■ Extracted material:
====

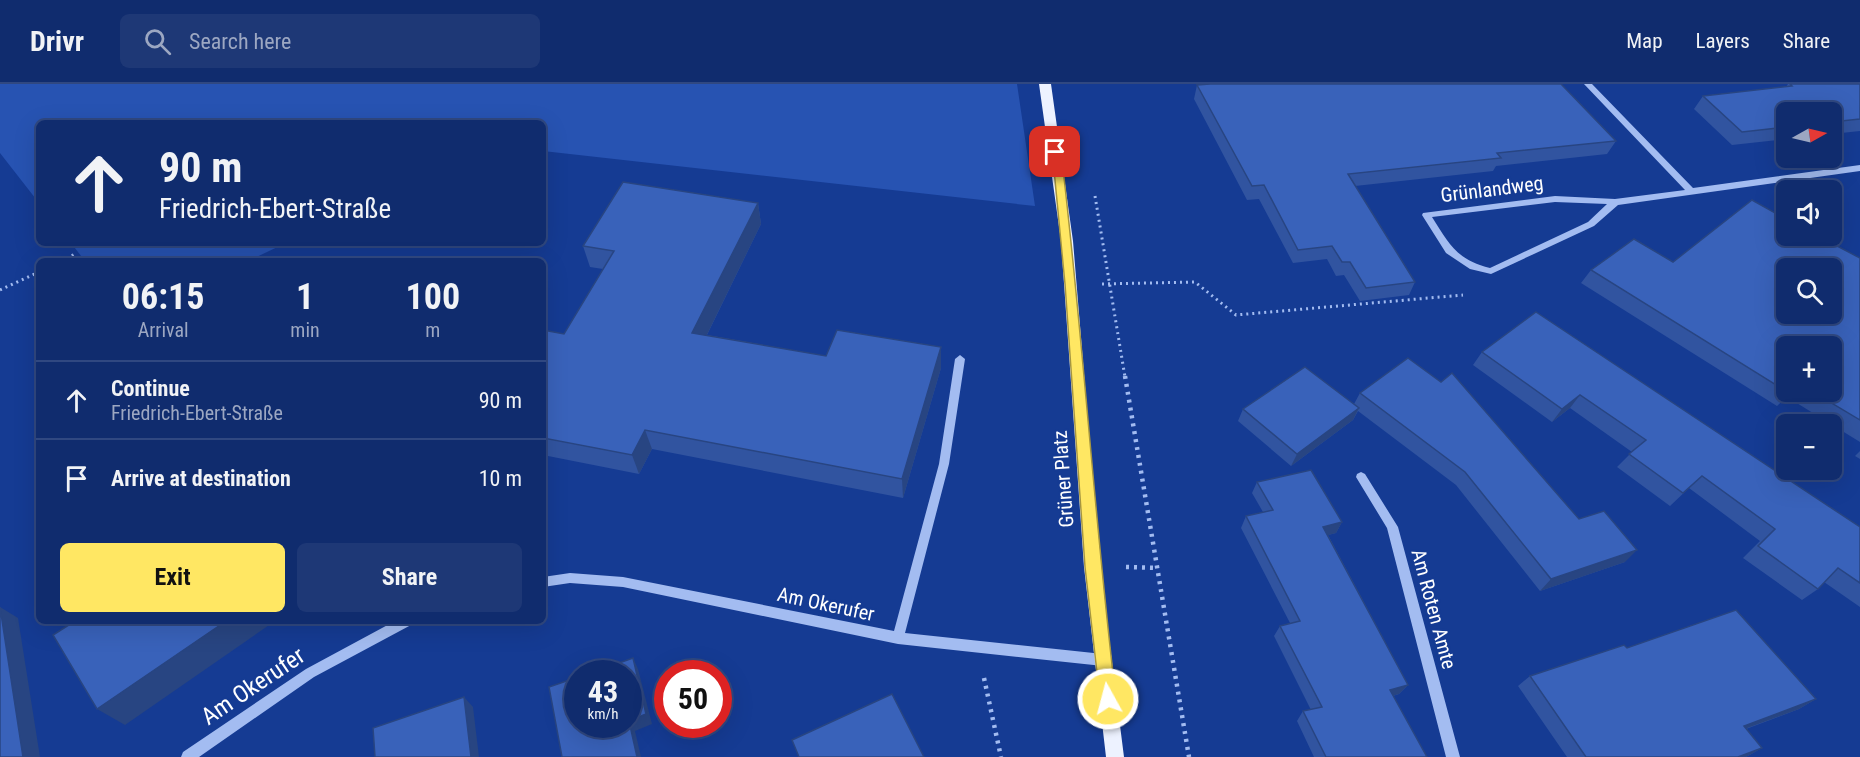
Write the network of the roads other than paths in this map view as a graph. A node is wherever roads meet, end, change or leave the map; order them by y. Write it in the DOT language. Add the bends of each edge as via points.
graph roads {
  1 [pos="1045,84"];
  2 [pos="1588,84"];
  3 [pos="1860,168"];
  4 [pos="1692,192"];
  5 [pos="1615,202"];
  6 [pos="960,359"];
  7 [pos="1361,477"];
  8 [pos="546,582"];
  9 [pos="402,624"];
  10 [pos="898,638"];
  11 [pos="1103,660"];
  12 [pos="188,757"];
  13 [pos="1115,757"];
  14 [pos="1453,757"];
  1 -- 11 [label="main road, Grüner Platz" via="1071,284 1092,567"];
  2 -- 4 [label="street"];
  3 -- 4 [label="street, Grünlandweg"];
  4 -- 5 [label="street, Grünlandweg"];
  5 -- 5 [label="street, Grünlandweg" via="1555,199 1426,215 1449,252 1473,267 1491,271 1591,224"];
  6 -- 10 [label="street" via="944,464"];
  7 -- 14 [label="street, Am Roten Amte" via="1392,527"];
  8 -- 10 [label="street, Am Okerufer" via="570,578 623,582"];
  9 -- 12 [label="street, Am Okerufer" via="310,674"];
  10 -- 11 [label="street, Am Okerufer"];
  11 -- 13 [label="main road, Grüner Platz"];
}
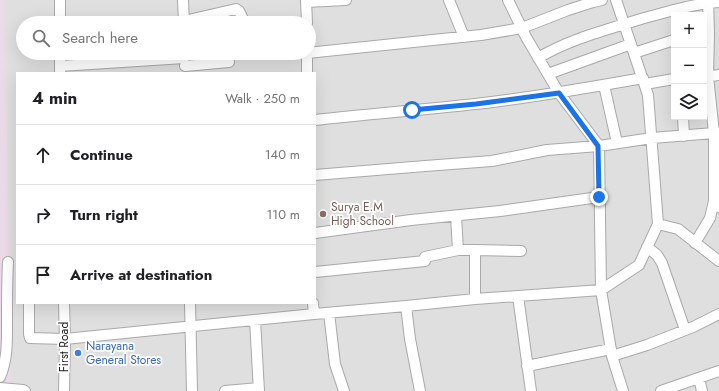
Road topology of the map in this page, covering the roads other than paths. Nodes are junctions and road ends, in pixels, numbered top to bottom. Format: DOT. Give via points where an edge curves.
graph roads {
  1 [pos="60,0"];
  2 [pos="183,0"];
  3 [pos="346,0"];
  4 [pos="449,0"];
  5 [pos="508,0"];
  6 [pos="602,0"];
  7 [pos="616,0"];
  8 [pos="306,1"];
  9 [pos="708,2"];
  10 [pos="719,2"];
  11 [pos="60,16"];
  12 [pos="184,16"];
  13 [pos="208,16"];
  14 [pos="242,16"];
  15 [pos="307,16"];
  16 [pos="624,24"];
  17 [pos="522,28"];
  18 [pos="711,33"];
  19 [pos="464,37"];
  20 [pos="671,41"];
  21 [pos="632,48"];
  22 [pos="316,52"];
  23 [pos="538,58"];
  24 [pos="307,60"];
  25 [pos="229,62"];
  26 [pos="184,63"];
  27 [pos="707,67"];
  28 [pos="60,70"];
  29 [pos="308,72"];
  30 [pos="548,74"];
  31 [pos="719,75"];
  32 [pos="707,76"];
  33 [pos="671,79"];
  34 [pos="644,81"];
  35 [pos="707,82"];
  36 [pos="604,85"];
  37 [pos="559,93"];
  38 [pos="316,120"];
  39 [pos="683,120"];
  40 [pos="716,133"];
  41 [pos="684,136"];
  42 [pos="652,138"];
  43 [pos="617,144"];
  44 [pos="598,146"];
  45 [pos="716,163"];
  46 [pos="316,175"];
  47 [pos="599,197"];
  48 [pos="716,204"];
  49 [pos="456,216"];
  50 [pos="658,224"];
  51 [pos="316,233"];
  52 [pos="695,243"];
  53 [pos="647,247"];
  54 [pos="458,250"];
  55 [pos="475,250"];
  56 [pos="521,251"];
  57 [pos="719,261"];
  58 [pos="8,262"];
  59 [pos="316,272"];
  60 [pos="601,290"];
  61 [pos="518,296"];
  62 [pos="475,299"];
  63 [pos="29,304"];
  64 [pos="64,304"];
  65 [pos="190,304"];
  66 [pos="313,304"];
  67 [pos="406,306"];
  68 [pos="329,313"];
  69 [pos="314,314"];
  70 [pos="719,314"];
  71 [pos="255,320"];
  72 [pos="190,327"];
  73 [pos="685,330"];
  74 [pos="65,339"];
  75 [pos="612,353"];
  76 [pos="527,366"];
  77 [pos="719,371"];
  78 [pos="0,377"];
  79 [pos="699,378"];
  80 [pos="0,388"];
  81 [pos="259,390"];
  82 [pos="25,391"];
  83 [pos="64,391"];
  84 [pos="192,391"];
  85 [pos="225,391"];
  86 [pos="344,391"];
  87 [pos="420,391"];
  88 [pos="531,391"];
  89 [pos="623,391"];
  90 [pos="661,391"];
  91 [pos="702,391"];
  1 -- 11 [label="street"];
  2 -- 12 [label="street"];
  3 -- 8 [label="street"];
  4 -- 19 [label="street"];
  5 -- 17 [label="street"];
  6 -- 17 [label="street"];
  7 -- 16 [label="street"];
  8 -- 15 [label="street"];
  9 -- 10 [label="street"];
  9 -- 16 [label="street"];
  9 -- 18 [label="street"];
  13 -- 14 [label="street" via="236,9"];
  16 -- 21 [label="street"];
  16 -- 23 [label="street" via="576,40"];
  17 -- 19 [label="street"];
  17 -- 23 [label="street"];
  18 -- 27 [label="street"];
  19 -- 22 [label="street"];
  20 -- 21 [label="street"];
  21 -- 30 [label="street"];
  21 -- 34 [label="street"];
  23 -- 30 [label="street"];
  24 -- 29 [label="street"];
  25 -- 26 [label="street"];
  26 -- 28 [label="street"];
  30 -- 37 [label="street"];
  31 -- 32 [label="street"];
  33 -- 34 [label="street"];
  34 -- 36 [label="street"];
  34 -- 42 [label="street" via="648,94"];
  35 -- 40 [label="street"];
  36 -- 37 [label="street"];
  36 -- 43 [label="street"];
  37 -- 38 [label="street"];
  37 -- 44 [label="street"];
  39 -- 41 [label="street"];
  40 -- 41 [label="street"];
  40 -- 45 [label="street"];
  41 -- 42 [label="street"];
  42 -- 43 [label="street"];
  42 -- 50 [label="street"];
  43 -- 44 [label="street"];
  44 -- 46 [label="street" via="547,150 492,161"];
  44 -- 47 [label="street"];
  45 -- 48 [label="street"];
  47 -- 49 [label="street"];
  47 -- 60 [label="street"];
  48 -- 52 [label="street"];
  49 -- 51 [label="street"];
  49 -- 54 [label="street"];
  50 -- 52 [label="street" via="678,229"];
  50 -- 53 [label="street"];
  52 -- 57 [label="street"];
  53 -- 60 [label="street" via="638,265"];
  53 -- 73 [label="street" via="662,263"];
  54 -- 55 [label="street"];
  54 -- 59 [label="street" via="425,259"];
  55 -- 56 [label="street"];
  55 -- 62 [label="street"];
  58 -- 78 [label="street" via="6,360"];
  60 -- 61 [label="street"];
  60 -- 75 [label="street"];
  61 -- 62 [label="street"];
  61 -- 76 [label="street"];
  62 -- 67 [label="street"];
  63 -- 74 [label="street" via="30,338"];
  64 -- 74 [label="street, First Road"];
  65 -- 72 [label="street"];
  66 -- 69 [label="street"];
  67 -- 68 [label="street"];
  67 -- 87 [label="street"];
  68 -- 69 [label="street"];
  68 -- 86 [label="street" via="335,364"];
  69 -- 71 [label="street"];
  70 -- 73 [label="street"];
  71 -- 72 [label="street"];
  71 -- 81 [label="street"];
  72 -- 74 [label="street"];
  72 -- 84 [label="street"];
  73 -- 75 [label="street" via="647,345"];
  74 -- 83 [label="street, First Road"];
  75 -- 76 [label="street"];
  75 -- 89 [label="street"];
  76 -- 88 [label="street"];
  77 -- 79 [label="street"];
  79 -- 90 [label="street"];
  79 -- 91 [label="street"];
  80 -- 82 [label="street"];
  81 -- 85 [label="street"];
}
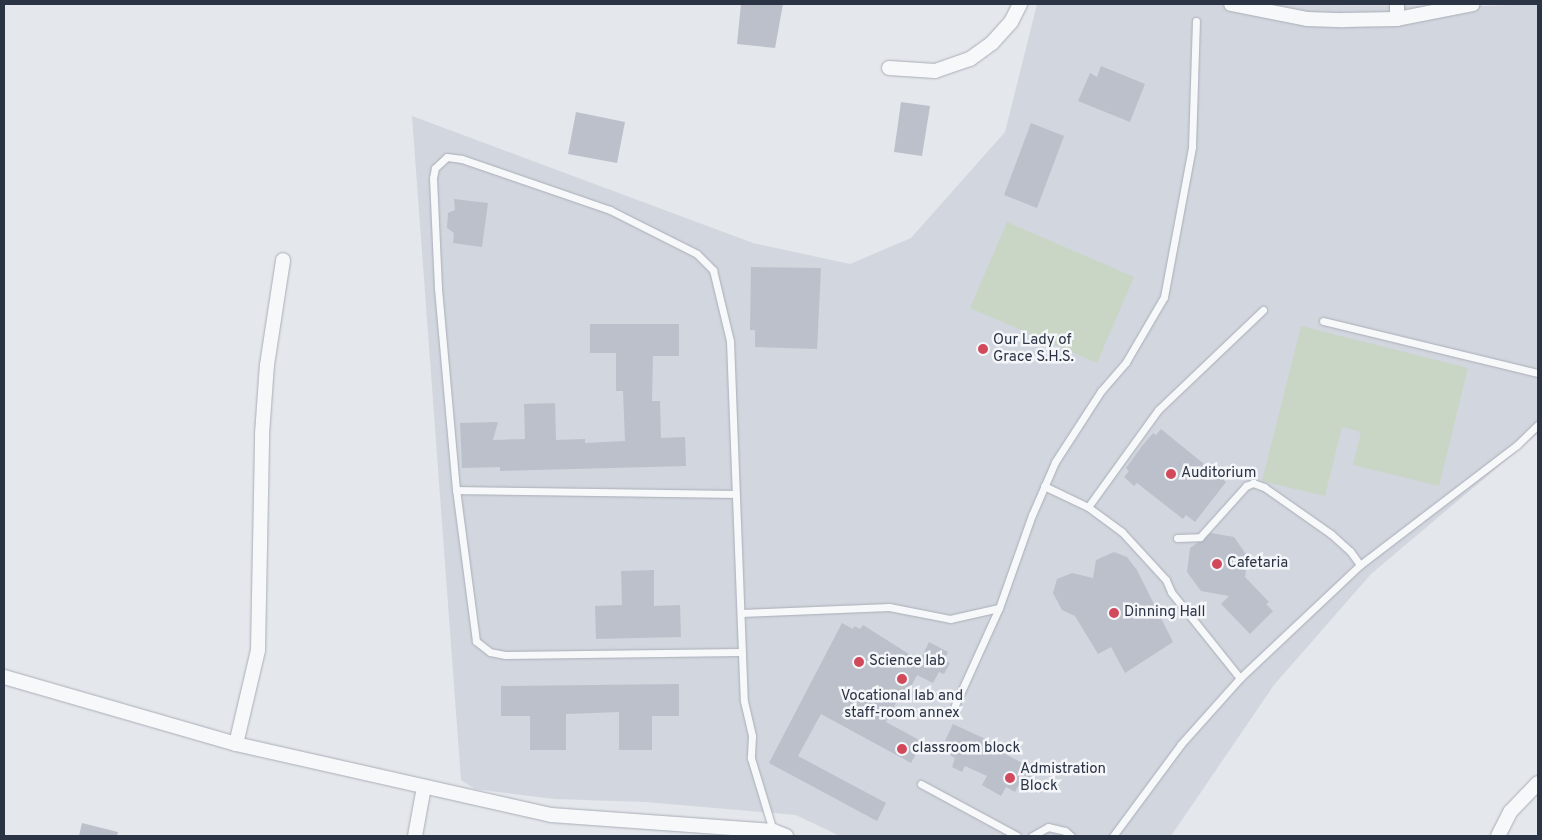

====

■ What you should do: Starting from the records above, copy each line where the string "than" is found.

■ Output for this task:
Write the network of the roads other than paths in this map view as a graph. A node is wherever roads meet, end, change or leave the map; order them by y. Write it in the DOT language. Add the bends of each edge as via points.
Road topology of the map in this page, covering the roads other than paths. Nodes are junctions and road ends, in pixels, numbered top to bottom. Format: DOT. Give via points where an edge curves.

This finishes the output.